This will require the creation of directories:
$ mkdir /var/log/hadoop
$ mkdir /var/hadoop/pids

(ii) core-site.xml (where "systemA" is the master node in the cluster):
<property>
<name>fs.default.name</name>
<value>hdfs://systemA:9000</value>
<description>The name of the default file system. A URI whose
scheme and authority determine the FileSystem implementation. The
uri's scheme determines the config property (fs.SCHEME.impl) naming
the FileSystem implementation class. The uri's authority is used to
determine the host, port, etc. for a filesystem.</description>
</property>

(iii) hdfs-site.xml:
*Note: dfs.replication specifies how many nodes are in the Hadoop cluster, in our case, (2).
*Note: This configuration requires the creation of a few directories, namely, "/dfsname", "/hadoop/data". If your test system has more than (1) system disk, it is advisable to separate the DataNode and NameNode directories so as to avoid contentious IO.

<property>
<name>dfs.replication</name>
<value>2</value>
<description>Default block replication.The actual number of replications can
be specified when the file is created. The default is used if replication is not
specified in create time.</description>
</property>
<property>
<name>dfs.name.dir</name>
<value>/dfsname</value>
<description>Path on local filesystem where the NameNode stores the
namespace and transactions logs persistently.</description>
</property>
<property>
<name>dfs.data.dir</name>
<value>/hadoop/data</value>
<description>Comma separated list of paths on the local filesystem of
a DataNode where it should store its blocks</description>
</property>

(iv) mapred-site.xml:
*Note: This configuration requires the creation of the directory "/hadoop/mapred"
<property>
<name>mapred.job.tracker</name>
<value>systemA:9001</value>
<description>The host and port that the MapReduce job tracker runs at.
If "local", then jobs are run in-process as a single map and reduce task.*lt;/description>
</property>
<property>
<name>mapred.system.dir</name>
<value>/hadoop/mapred</name>
<description>Path on the HDFS where the MapReduce framework stores
system files e.g., /hadoop/mapred/system</description>
</property>

(v) slaves:
*Note: both systems are slaves, so both are listed
*Note: this file is only configured on the master, "systemA"
systemA
systemB

(vi) Master (just the name of the master):
systemA

(B) SSH
Enable public-key authentication on all nodes within the Hadoop cluster. This will allow the Hadoop service to log-on to other nodes and start/stop services.

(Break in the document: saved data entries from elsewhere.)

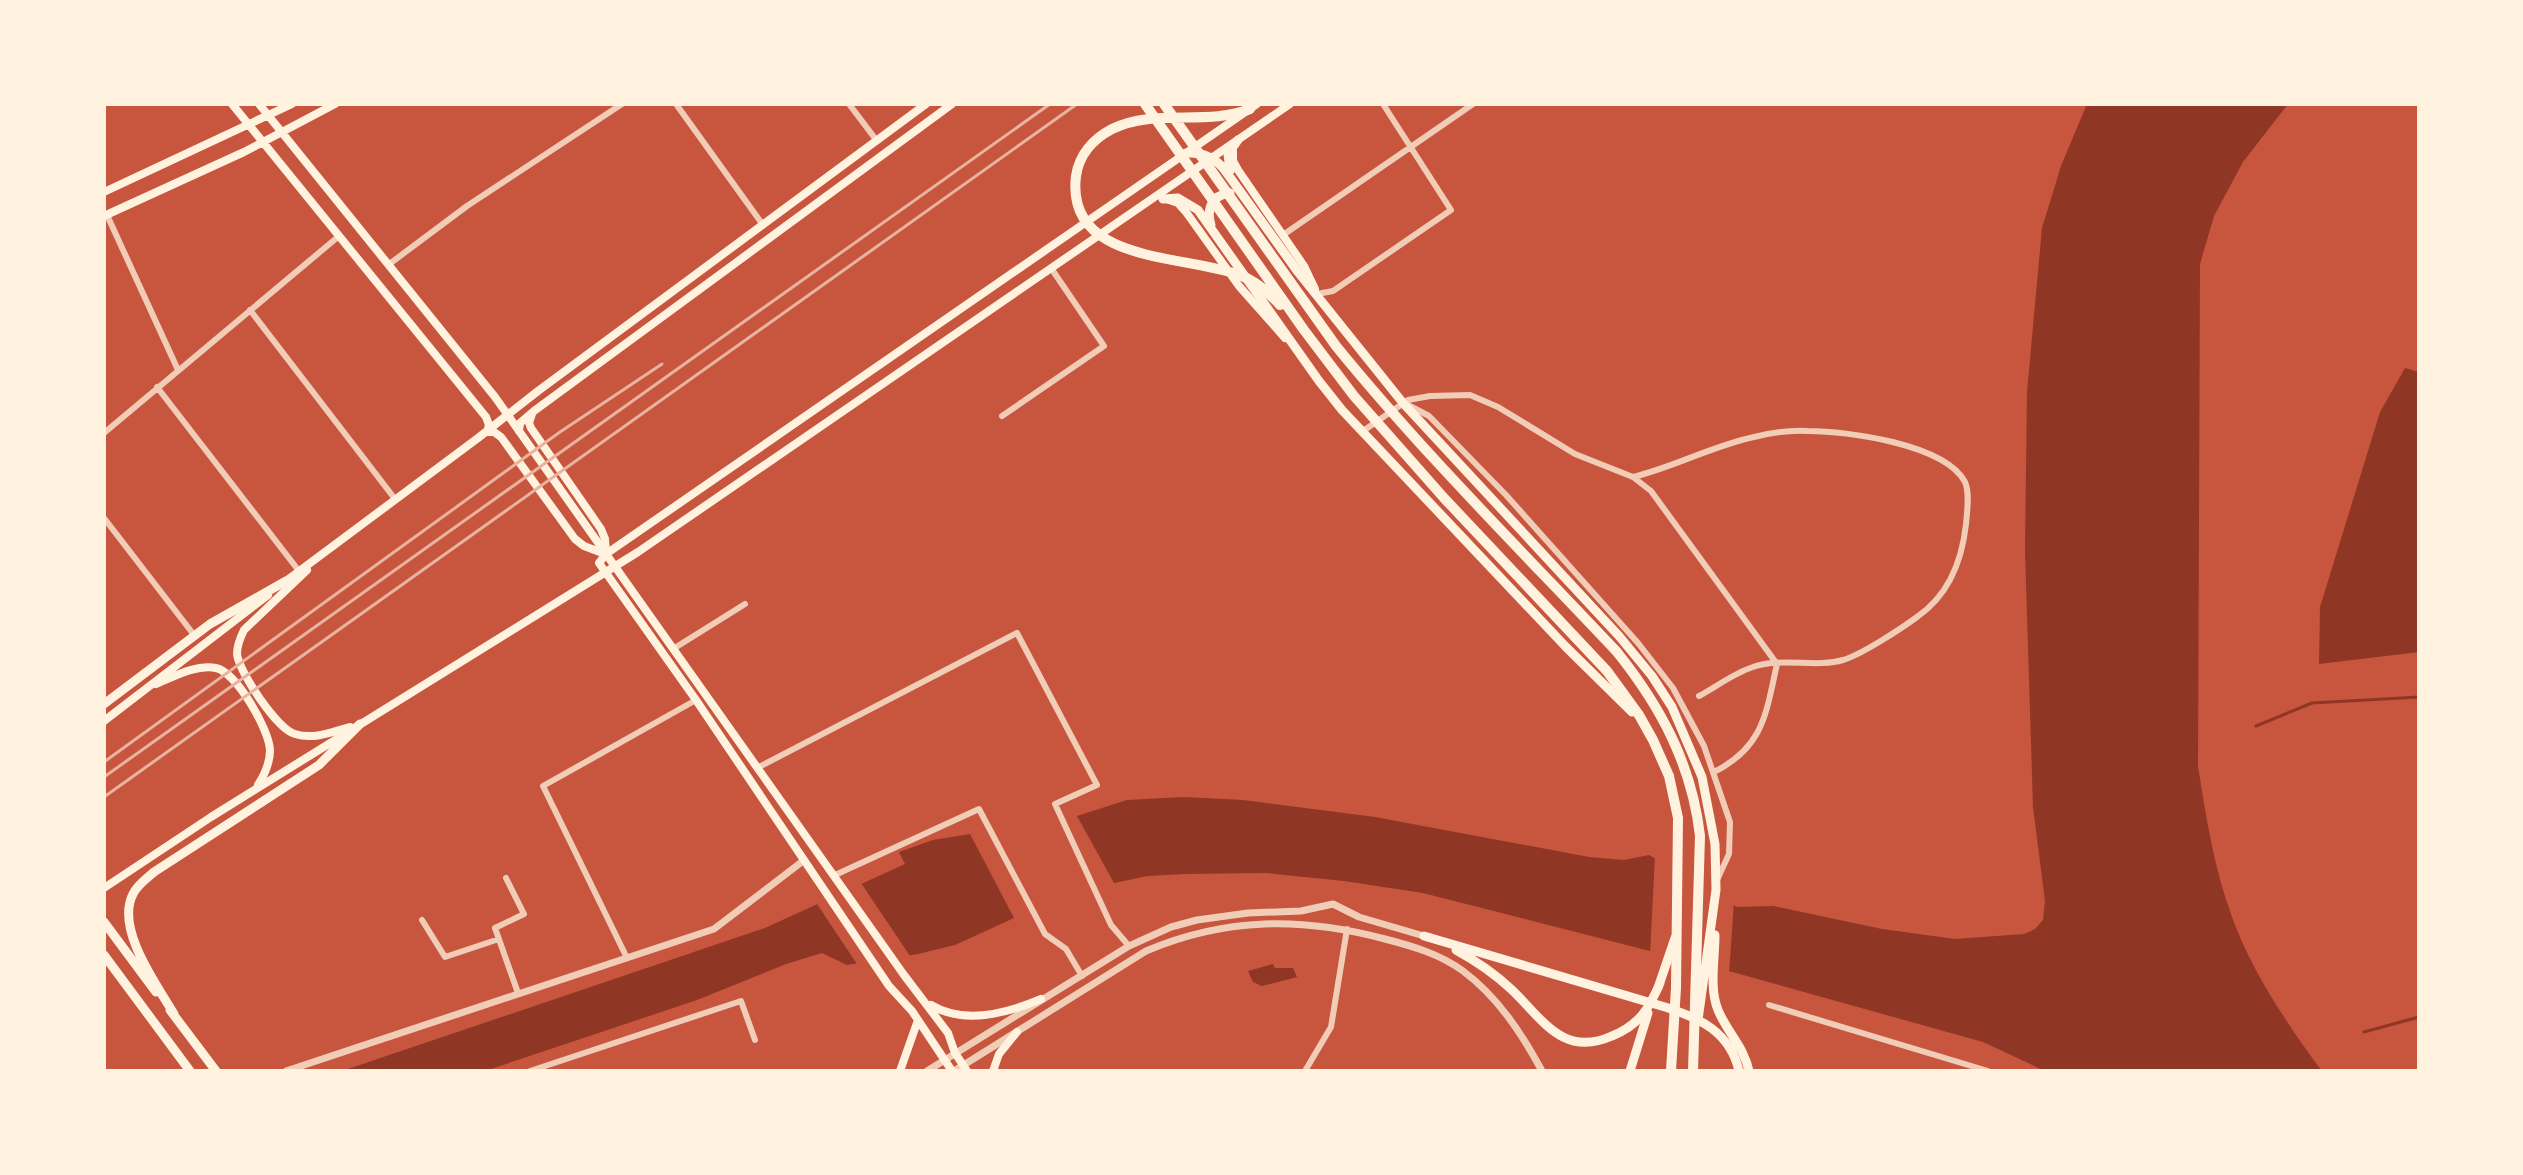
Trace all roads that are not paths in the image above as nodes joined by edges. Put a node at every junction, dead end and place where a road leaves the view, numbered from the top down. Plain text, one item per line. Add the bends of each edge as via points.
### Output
1 (232, 104) edge
2 (259, 104) edge
3 (292, 104) edge
4 (335, 104) edge
5 (622, 104) edge
6 (676, 104) edge
7 (849, 104) edge
8 (926, 104) edge
9 (952, 104) edge
10 (1145, 104) edge
11 (1164, 104) edge
12 (1290, 104) edge
13 (1383, 104) edge
14 (1473, 104) edge
15 (1254, 106) edge
16 (268, 116) junction
17 (249, 125) junction
18 (282, 133) junction
19 (1238, 140) junction
20 (877, 141) junction
21 (263, 143) junction
22 (1411, 147) junction
23 (1186, 153) junction
24 (1212, 158) junction
25 (1234, 182) junction
26 (104, 192) edge
27 (1163, 199) junction
28 (1249, 204) junction
29 (1139, 208) junction
30 (106, 216) edge
31 (763, 225) junction
32 (1212, 228) junction
33 (1283, 235) junction
34 (339, 236) junction
35 (388, 265) junction
36 (1051, 268) junction
37 (1298, 272) junction
38 (1317, 294) junction
39 (1261, 298) junction
40 (250, 310) junction
41 (1304, 330) junction
42 (1306, 363) junction
43 (178, 370) junction
44 (157, 387) junction
45 (1403, 403) junction
46 (534, 411) junction
47 (508, 415) junction
48 (1002, 416) dead end
49 (1363, 431) junction
50 (486, 432) junction
51 (519, 432) junction
52 (104, 433) edge
53 (1633, 477) junction
54 (395, 499) junction
55 (104, 518) edge
56 (606, 554) junction
57 (317, 557) junction
58 (615, 566) junction
59 (299, 571) junction
60 (603, 573) junction
61 (286, 581) junction
62 (745, 604) dead end
63 (194, 635) junction
64 (673, 649) junction
65 (1777, 664) junction
66 (147, 688) junction
67 (1699, 696) dead end
68 (696, 700) junction
69 (104, 704) edge
70 (104, 721) edge
71 (360, 724) junction
72 (1653, 740) junction
73 (757, 768) junction
74 (1714, 772) junction
75 (252, 791) junction
76 (803, 861) junction
77 (835, 875) junction
78 (506, 878) dead end
79 (1716, 885) junction
80 (104, 888) edge
81 (104, 915) edge
82 (422, 920) dead end
83 (104, 922) edge
84 (1347, 929) junction
85 (111, 932) junction
86 (1676, 935) junction
87 (1424, 936) junction
88 (499, 939) junction
89 (1129, 946) junction
90 (104, 955) edge
91 (627, 958) junction
92 (104, 968) edge
93 (1082, 976) junction
94 (1660, 983) junction
95 (518, 993) junction
96 (1699, 994) junction
97 (136, 998) junction
98 (1041, 999) junction
99 (925, 1002) junction
100 (1769, 1005) dead end
101 (174, 1014) junction
102 (918, 1020) junction
103 (1017, 1032) junction
104 (755, 1040) dead end
105 (955, 1053) junction
106 (944, 1060) junction
107 (966, 1069) edge
108 (190, 1071) edge
109 (216, 1071) edge
110 (286, 1071) edge
111 (530, 1071) edge
112 (900, 1071) edge
113 (927, 1071) edge
114 (953, 1071) edge
115 (993, 1071) edge
116 (1305, 1071) edge
117 (1542, 1071) edge
118 (1630, 1071) edge
119 (1671, 1071) edge
120 (1693, 1071) edge
121 (1739, 1071) edge
122 (1749, 1071) edge
123 (1988, 1071) edge

1 - 17 main road
2 - 16 main road
3 - 16 main road
4 - 18 main road
5 - 35 street
6 - 31 street
7 - 20 street
8 - 20 main road
9 - 46 main road
10 - 41 highway
11 - 96 highway via 1363,379 1643,684 1685,768 1697,814
12 - 19 main road
13 - 22 street
14 - 22 street
15 - 23 main road
15 - 41 highway via 1227,116 1121,125 1084,154 1076,176 1078,201 1095,232 1117,246 1252,280
16 - 17 main road
16 - 18 main road
17 - 21 main road
17 - 26 main road
18 - 21 main road
18 - 35 main road
19 - 24 main road
19 - 25 main road via 1227,163
19 - 33 main road via 1235,166
20 - 31 main road
21 - 30 main road
21 - 34 main road
22 - 33 street
22 - 38 street via 1451,210 1333,291
23 - 24 main road
23 - 56 main road
24 - 25 main road
24 - 29 main road
25 - 28 main road
27 - 29 main road
27 - 32 main road via 1185,200
27 - 42 main road via 1182,206 1239,286
28 - 32 main road via 1231,193 1217,197 1209,209
28 - 37 main road
29 - 36 main road
30 - 43 street
31 - 47 main road
32 - 39 main road
33 - 38 main road
34 - 40 street
34 - 50 main road via 486,417
35 - 47 main road
36 - 48 street via 1104,346
36 - 58 main road
37 - 38 main road
37 - 39 main road via 1301,286 1292,300 1276,305
38 - 45 main road
39 - 42 main road
40 - 43 street
40 - 54 street
41 - 72 highway via 1390,438 1607,671
42 - 49 main road
43 - 44 street
44 - 52 street
44 - 59 street
45 - 49 street
45 - 53 street via 1430,396 1480,398 1575,454
45 - 74 street via 1429,416 1472,460 1652,660 1681,701
45 - 79 main road via 1652,676 1681,724 1706,792
46 - 51 main road via 520,423
46 - 56 main road via 529,423 533,431 601,529
47 - 50 main road
47 - 51 main road
49 - 72 main road
50 - 54 main road
50 - 56 main road via 501,437 575,539
51 - 56 main road
53 - 65 street via 1659,501
53 - 65 street via 1730,443 1808,431 1931,453 1966,483 1964,541 1955,573 1920,616 1843,660
54 - 57 main road
55 - 63 street
56 - 58 main road
56 - 60 main road via 599,563
57 - 59 main road
57 - 71 main road via 244,630 237,657 266,706 291,733 317,736
58 - 60 main road
58 - 64 main road
59 - 61 main road
60 - 68 main road
60 - 71 main road
61 - 63 main road
61 - 66 main road
62 - 64 street
63 - 69 main road
64 - 73 main road
65 - 67 street via 1753,666
65 - 74 street via 1764,723 1735,761
66 - 70 main road
66 - 75 main road via 198,669 218,668 228,674 268,740 266,770
68 - 76 main road
68 - 91 street via 543,786
71 - 75 main road
71 - 101 main road via 319,765 154,872 134,891 128,915 135,942
72 - 86 highway via 1675,797
73 - 77 main road
73 - 89 street via 1017,633 1097,785 1055,804 1111,925
74 - 79 street via 1731,835
75 - 80 main road
76 - 91 street via 721,925
76 - 102 main road
77 - 93 street via 979,809 1045,934 1066,949
77 - 99 main road
78 - 88 street via 524,914 495,928
79 - 96 main road
79 - 122 main road via 1714,999
81 - 85 main road
82 - 88 street via 445,957
83 - 85 main road
84 - 103 street via 1263,923 1176,938 1133,958
84 - 116 street via 1331,1027
84 - 117 street via 1417,948 1466,973 1502,1009
85 - 101 main road
86 - 94 main road
86 - 119 highway
87 - 89 street via 1333,904 1197,920
87 - 94 main road via 1486,969 1547,1027 1576,1042 1604,1039 1630,1026 1649,1008
87 - 121 main road via 1700,1019 1723,1038
88 - 95 street
89 - 93 street
90 - 97 main road
91 - 95 street
92 - 97 main road
93 - 98 street
94 - 118 main road
95 - 110 street
96 - 120 highway
97 - 108 main road
98 - 99 main road via 991,1014 954,1014
98 - 105 street
99 - 105 main road via 948,1033
100 - 123 street
101 - 109 main road
102 - 106 main road
102 - 112 main road
103 - 107 street
103 - 115 main road
104 - 111 street via 741,1001
105 - 106 street
105 - 107 main road
106 - 113 street
106 - 114 main road
107 - 114 street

I am running Hadoop as the user "hadoop".

On both machines, create the Hadoop user:
$ groupadd hadoop
$ useradd -g hadoop -c "Hadoop User" -d /opt/hadoop -s /bin/bash hadoop

On the master server, systemA:
$ su - hadoop
$ ssh-keygen -t rsa -P ""
$ cp id_rsa.pub ~hadoop/.ssh/authorized_keys

Copy id_rsa.pub over the slave system and save it in the same place: ~hadoop/.ssh/authorized_keys

(C) Local name lookup
In /etc/hosts on both machines:
Enter all Hadoop node IP addresses and remove "127.0.0.1 localhost". Have "localhost" point to an assigned IP address

(IV) Initialize Hadoop:

*Note: Initialization is only necessary on the Master node.
*Note: For convenience-sake I've added Hadoop to my path:

$ export PATH=$PATH:/opt/hadoop/bin

$ hadoop namenode -format
$ start-dfs.sh
$ start-mapred.sh

Check to see what's running on both the master and slave:
systemA $ jps
4388 Jps
28444 NameNode
28795 JobTracker
2181 main
28696 SecondaryNameNode
28575 DataNode
28903 TaskTracker

systemB $ jps
13033 DataNode
13142 TaskTracker
1675 Jps
539 main

systemA $ netstat -ptlen

(V) Create a directory in the Hadoop namespace:

$ hadoop dfs -mkdir /hypertable
$ hadoop/bin/hadoop dfs -chmod 777 /hypertable
$ hadoop/bin/hadoop dfs -ls /
$ hadoop dfsadmin -report

(5) Hypertable installation:

(I) Get Hypertable:

$ apt-get -y install git sparsehash libbz2-dev doxygen graphviz
$ git config --global user.name "First Lastname"
$ git config --global user.email "something@something.com"
$ git clone git://scm.hypertable.org/pub/repos/hypertable.git

(II) Pre-build:

(A) Fixes:
The Hypertable source requires some patching so that the build cooperates with Debian's g++. The files that need to be patched are:
~src/hypertable/contrib/cc/MapReduce/TableReader.cc
~src/hypertable/contrib/cc/MapReduce/TableRangeMap.cc

(i) TableReader.cc:
--- a/TableReader.cc
+++ b/TableReader.cc
@@ -24,7 +24,7 @@ TableReader::TableReader(HadoopPipes::MapContext& context)
HadoopUtils::deserializeString(start_row, stream);
HadoopUtils::deserializeString(end_row, stream);

- scan_spec_builder.add_row_interval(start_row, true, end_row, true);
+ scan_spec_builder.add_row_interval(start_row.c_str(), true, end_row.c_str(), true);

if (allColumns == false) {
std::vector columns;
@@ -32,7 +32,7 @@ TableReader::TableReader(HadoopPipes::MapContext& context)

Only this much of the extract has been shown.